Single cell transcriptomics (i.e. scRNA-seq) is a next-generation sequencing approach that simultaneously measures the messenger RNA concentrations of thousands of genes in . This enables researchers to gain a high-resolution view of cells to unravel heterogeneous cell populations and better understand individual cell functions in the body. Although several single-cell protocols exist, the sequencing has traditionally been performed using Illumina technology and sequencing platforms.

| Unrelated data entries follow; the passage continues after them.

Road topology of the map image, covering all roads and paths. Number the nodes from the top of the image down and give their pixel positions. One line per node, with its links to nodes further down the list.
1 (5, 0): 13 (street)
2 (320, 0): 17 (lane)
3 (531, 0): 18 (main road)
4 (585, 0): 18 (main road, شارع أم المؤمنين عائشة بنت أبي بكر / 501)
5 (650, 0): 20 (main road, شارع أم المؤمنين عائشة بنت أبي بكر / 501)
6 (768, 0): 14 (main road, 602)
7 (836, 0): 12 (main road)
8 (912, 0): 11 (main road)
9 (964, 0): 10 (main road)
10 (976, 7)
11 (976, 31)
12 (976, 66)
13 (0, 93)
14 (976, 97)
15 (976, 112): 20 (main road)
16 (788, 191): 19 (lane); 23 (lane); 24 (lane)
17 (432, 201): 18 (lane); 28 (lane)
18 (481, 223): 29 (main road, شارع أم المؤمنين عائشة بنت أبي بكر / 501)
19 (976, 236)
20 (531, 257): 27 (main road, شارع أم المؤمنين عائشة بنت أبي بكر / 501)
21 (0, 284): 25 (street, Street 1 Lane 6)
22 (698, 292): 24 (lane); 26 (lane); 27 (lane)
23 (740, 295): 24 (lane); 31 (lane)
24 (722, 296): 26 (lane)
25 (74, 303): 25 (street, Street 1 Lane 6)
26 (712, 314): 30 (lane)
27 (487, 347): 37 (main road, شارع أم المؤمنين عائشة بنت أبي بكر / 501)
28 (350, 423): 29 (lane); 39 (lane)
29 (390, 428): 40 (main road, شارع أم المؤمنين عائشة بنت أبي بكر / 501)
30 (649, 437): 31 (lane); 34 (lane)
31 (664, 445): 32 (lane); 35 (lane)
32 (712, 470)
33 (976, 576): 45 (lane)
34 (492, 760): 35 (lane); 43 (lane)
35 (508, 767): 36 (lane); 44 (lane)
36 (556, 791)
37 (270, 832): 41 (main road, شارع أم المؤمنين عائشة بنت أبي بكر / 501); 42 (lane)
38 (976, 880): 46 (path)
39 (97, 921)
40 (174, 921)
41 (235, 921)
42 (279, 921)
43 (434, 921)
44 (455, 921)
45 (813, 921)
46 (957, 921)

The authors performed the first comparison of traditional Illumina platforms to an alternative BGISEQ-500 short-read sequencing platform for single-cell transcriptomics. The authors profiled 468 individual cells by scRNA-seq using two different protocols (SMARTer and Smart-seq2), generating 1297 single-cell libraries for sequencing across both Illumina HiSeq and BGISEQ-500 platforms. By using two different cell types (Human immortalized leukemia cells "K562' and mouse embryonic stem 'mESCs') and spiking synthetic RNA control , the authors benchmarked the performance between sequencing platforms. The study found that BGISEQ-500 was highly comparable in sensitivity, accuracy and reproducibility of detected RNA molecules to the Illumina platform

Although sequencing reagents and personnel costs are subject to geographical constraints, BGISEQ-500 typically has higher data throughput at slightly lower costs. "The combination of higher throughput with marginally increased cost per lane makes the BGISEQ-500 an attractive alternative for scRNA-seq projects, where significant multiplexing is required alongside considerable read depth per cell," notes Dr. Miaomiao Jiang, BGI's co-lead author on the paper.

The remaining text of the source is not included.